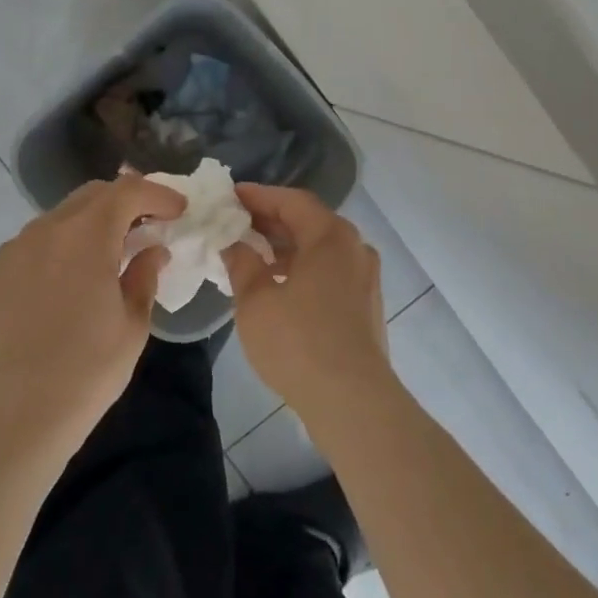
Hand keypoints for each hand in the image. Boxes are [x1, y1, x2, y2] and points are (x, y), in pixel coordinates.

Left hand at [0, 175, 185, 463]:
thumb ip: (145, 276)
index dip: (158, 194)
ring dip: (97, 219)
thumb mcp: (132, 325)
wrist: (13, 419)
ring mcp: (18, 248)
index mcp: (85, 236)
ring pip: (66, 213)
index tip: (179, 210)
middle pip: (94, 194)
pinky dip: (69, 238)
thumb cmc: (85, 373)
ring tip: (118, 247)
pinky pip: (43, 237)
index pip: (128, 191)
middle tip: (152, 224)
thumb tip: (153, 251)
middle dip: (128, 201)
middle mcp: (47, 230)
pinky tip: (80, 270)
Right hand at [225, 184, 396, 424]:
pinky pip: (330, 271)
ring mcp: (365, 277)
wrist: (353, 401)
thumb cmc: (298, 343)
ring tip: (252, 254)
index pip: (292, 201)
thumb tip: (233, 243)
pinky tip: (279, 285)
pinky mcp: (366, 304)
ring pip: (321, 248)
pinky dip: (303, 268)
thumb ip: (242, 263)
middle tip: (236, 222)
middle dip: (272, 221)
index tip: (231, 196)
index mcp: (331, 236)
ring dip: (287, 247)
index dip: (259, 196)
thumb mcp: (256, 301)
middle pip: (309, 222)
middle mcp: (354, 247)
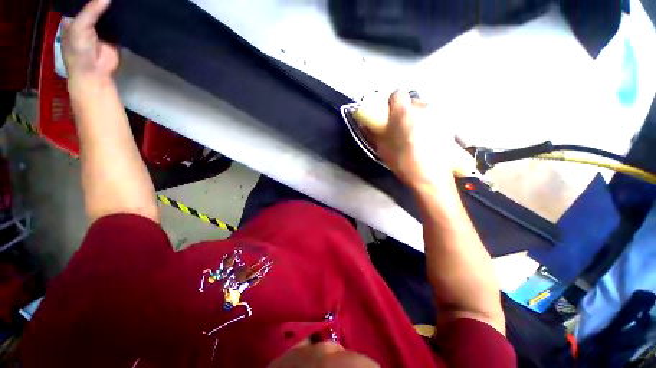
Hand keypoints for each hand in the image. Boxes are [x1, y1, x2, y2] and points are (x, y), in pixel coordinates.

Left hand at [62, 0, 117, 90]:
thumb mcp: (80, 26)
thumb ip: (92, 10)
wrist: (95, 72)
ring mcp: (101, 29)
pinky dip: (123, 19)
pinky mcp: (114, 36)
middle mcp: (87, 21)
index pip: (83, 1)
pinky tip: (129, 12)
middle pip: (96, 6)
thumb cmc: (79, 50)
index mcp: (74, 17)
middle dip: (104, 1)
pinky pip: (119, 24)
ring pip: (108, 14)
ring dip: (115, 9)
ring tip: (125, 0)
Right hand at [373, 91, 474, 188]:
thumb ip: (374, 134)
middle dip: (405, 110)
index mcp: (404, 113)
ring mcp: (438, 116)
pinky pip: (434, 118)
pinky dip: (428, 124)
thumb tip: (366, 126)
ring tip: (414, 134)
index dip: (392, 101)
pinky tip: (427, 139)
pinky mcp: (448, 125)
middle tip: (400, 126)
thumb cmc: (403, 162)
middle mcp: (423, 109)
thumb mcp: (383, 149)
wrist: (431, 177)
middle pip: (412, 101)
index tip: (389, 113)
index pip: (398, 93)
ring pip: (424, 109)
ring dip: (417, 116)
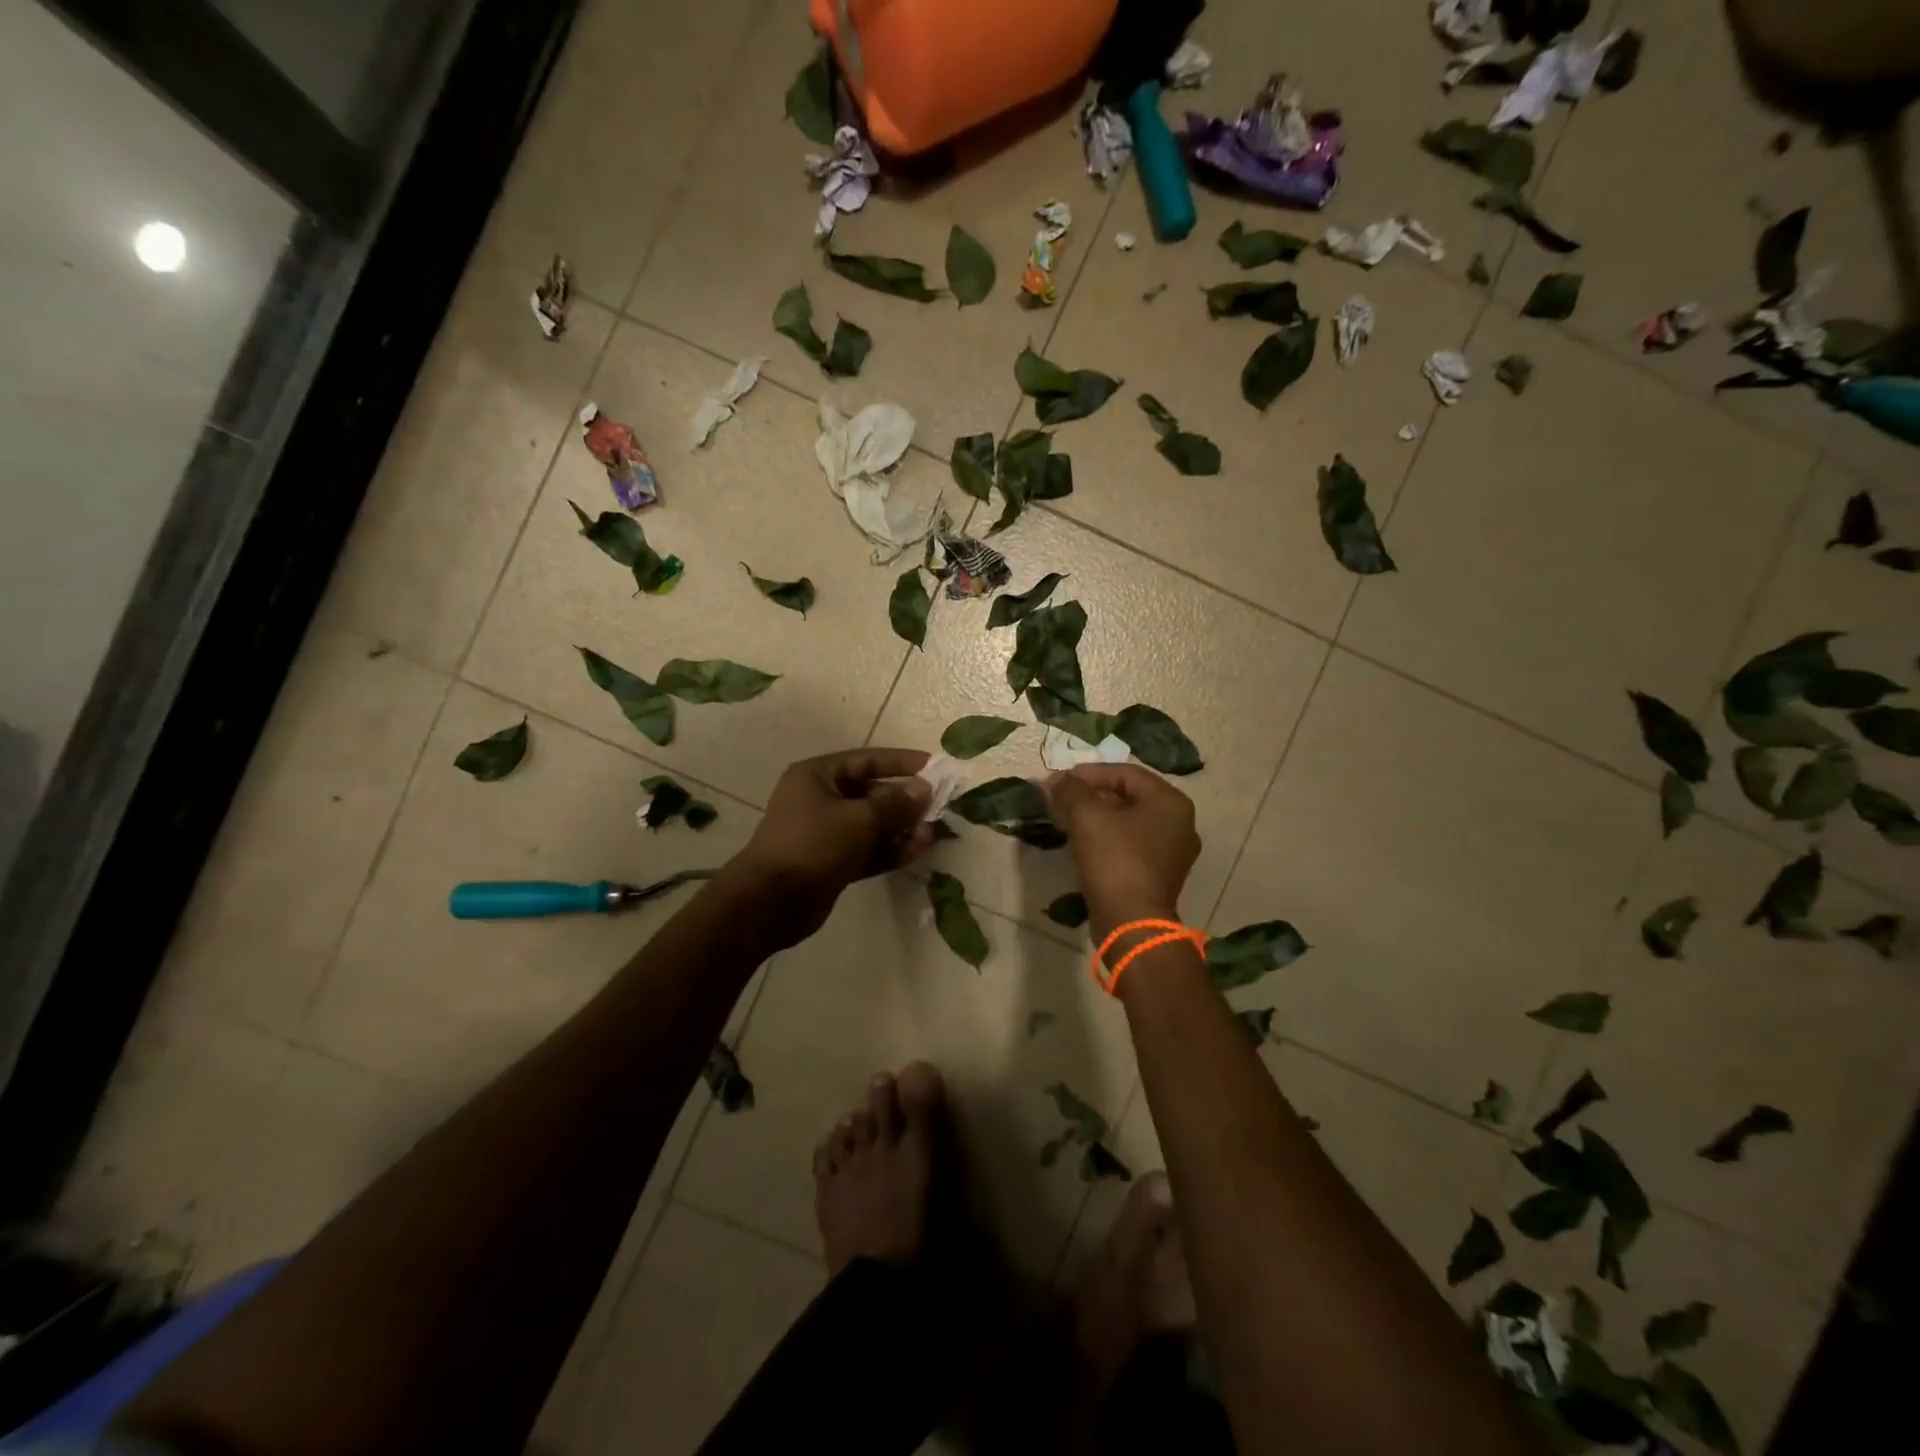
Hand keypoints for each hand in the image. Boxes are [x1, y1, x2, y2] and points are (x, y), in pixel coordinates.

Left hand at [730, 749, 934, 939]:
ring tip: (931, 834)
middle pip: (871, 793)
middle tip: (936, 807)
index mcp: (818, 776)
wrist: (772, 901)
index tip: (932, 765)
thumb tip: (923, 789)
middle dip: (904, 801)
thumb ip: (896, 803)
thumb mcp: (860, 818)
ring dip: (901, 828)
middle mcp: (820, 799)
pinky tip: (917, 850)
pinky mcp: (832, 862)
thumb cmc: (813, 845)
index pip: (866, 760)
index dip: (901, 762)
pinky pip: (867, 849)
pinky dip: (889, 849)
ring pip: (872, 824)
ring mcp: (825, 832)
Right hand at [1046, 765, 1199, 924]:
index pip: (1125, 773)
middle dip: (1092, 795)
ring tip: (1068, 820)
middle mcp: (1180, 823)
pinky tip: (1084, 844)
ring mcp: (1174, 852)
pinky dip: (1108, 838)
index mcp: (1170, 801)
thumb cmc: (1114, 860)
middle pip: (1129, 796)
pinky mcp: (1161, 876)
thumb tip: (1055, 780)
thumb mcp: (1086, 816)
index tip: (1059, 781)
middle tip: (1062, 799)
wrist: (1131, 922)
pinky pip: (1132, 845)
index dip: (1089, 773)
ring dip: (1097, 817)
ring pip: (1129, 822)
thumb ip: (1070, 790)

┄┄┄┄┄┄┄┄┄┄

### [EXERCISE INSTRUCTIONS]
All lines in the data above from the one with "thumb cmc: (403, 162)" through the one with "ring dip: (417, 116)" must be repeated exactly, and no others.

### [EXERCISE ANSWER]
thumb cmc: (403, 162)
middle mcp: (423, 109)
thumb mcp: (383, 149)
wrist: (431, 177)
middle pip: (412, 101)
index tip: (389, 113)
index pip: (398, 93)
ring pip: (424, 109)
ring dip: (417, 116)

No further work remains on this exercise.